== Segment start ==

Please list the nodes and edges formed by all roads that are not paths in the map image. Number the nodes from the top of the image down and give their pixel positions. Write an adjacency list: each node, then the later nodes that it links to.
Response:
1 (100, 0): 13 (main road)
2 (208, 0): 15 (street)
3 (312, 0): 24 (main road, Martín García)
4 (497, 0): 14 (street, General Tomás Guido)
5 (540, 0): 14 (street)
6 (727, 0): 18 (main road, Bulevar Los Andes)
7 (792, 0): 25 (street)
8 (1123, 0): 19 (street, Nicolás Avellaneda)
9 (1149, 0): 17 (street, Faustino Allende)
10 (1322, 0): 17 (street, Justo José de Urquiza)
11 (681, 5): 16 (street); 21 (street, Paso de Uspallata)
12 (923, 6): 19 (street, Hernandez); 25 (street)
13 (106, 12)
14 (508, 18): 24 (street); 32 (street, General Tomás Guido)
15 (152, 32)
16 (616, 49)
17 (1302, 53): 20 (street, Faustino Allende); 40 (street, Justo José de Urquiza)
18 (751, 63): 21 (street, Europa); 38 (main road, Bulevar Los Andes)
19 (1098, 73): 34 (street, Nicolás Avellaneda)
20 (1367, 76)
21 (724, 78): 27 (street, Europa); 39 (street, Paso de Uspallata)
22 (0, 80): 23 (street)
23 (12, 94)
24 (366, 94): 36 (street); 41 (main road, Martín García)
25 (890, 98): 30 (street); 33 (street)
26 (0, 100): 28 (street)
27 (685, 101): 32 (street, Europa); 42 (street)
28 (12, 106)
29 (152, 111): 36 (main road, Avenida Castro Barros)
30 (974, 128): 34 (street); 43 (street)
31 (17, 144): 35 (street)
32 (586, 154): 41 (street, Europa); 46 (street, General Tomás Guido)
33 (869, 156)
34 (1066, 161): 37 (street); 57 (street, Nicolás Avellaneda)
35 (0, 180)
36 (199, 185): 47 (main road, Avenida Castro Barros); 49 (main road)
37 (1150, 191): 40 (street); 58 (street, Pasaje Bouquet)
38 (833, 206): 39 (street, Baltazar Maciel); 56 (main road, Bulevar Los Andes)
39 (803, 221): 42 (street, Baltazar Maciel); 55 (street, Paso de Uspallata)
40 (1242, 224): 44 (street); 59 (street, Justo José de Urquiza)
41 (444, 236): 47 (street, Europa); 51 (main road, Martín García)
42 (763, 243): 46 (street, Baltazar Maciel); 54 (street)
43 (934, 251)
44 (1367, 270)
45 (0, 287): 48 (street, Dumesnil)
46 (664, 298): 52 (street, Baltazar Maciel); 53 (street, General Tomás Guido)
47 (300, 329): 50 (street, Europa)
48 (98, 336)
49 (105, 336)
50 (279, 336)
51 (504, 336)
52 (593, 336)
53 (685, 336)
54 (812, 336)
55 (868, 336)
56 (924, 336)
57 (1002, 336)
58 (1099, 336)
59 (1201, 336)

== Segment end ==

## [Work to complete]
Every line of the listing that holds the word "Justo" is to be found and copied.

## [Result of this task]
10 (1322, 0): 17 (street, Justo José de Urquiza)
17 (1302, 53): 20 (street, Faustino Allende); 40 (street, Justo José de Urquiza)
40 (1242, 224): 44 (street); 59 (street, Justo José de Urquiza)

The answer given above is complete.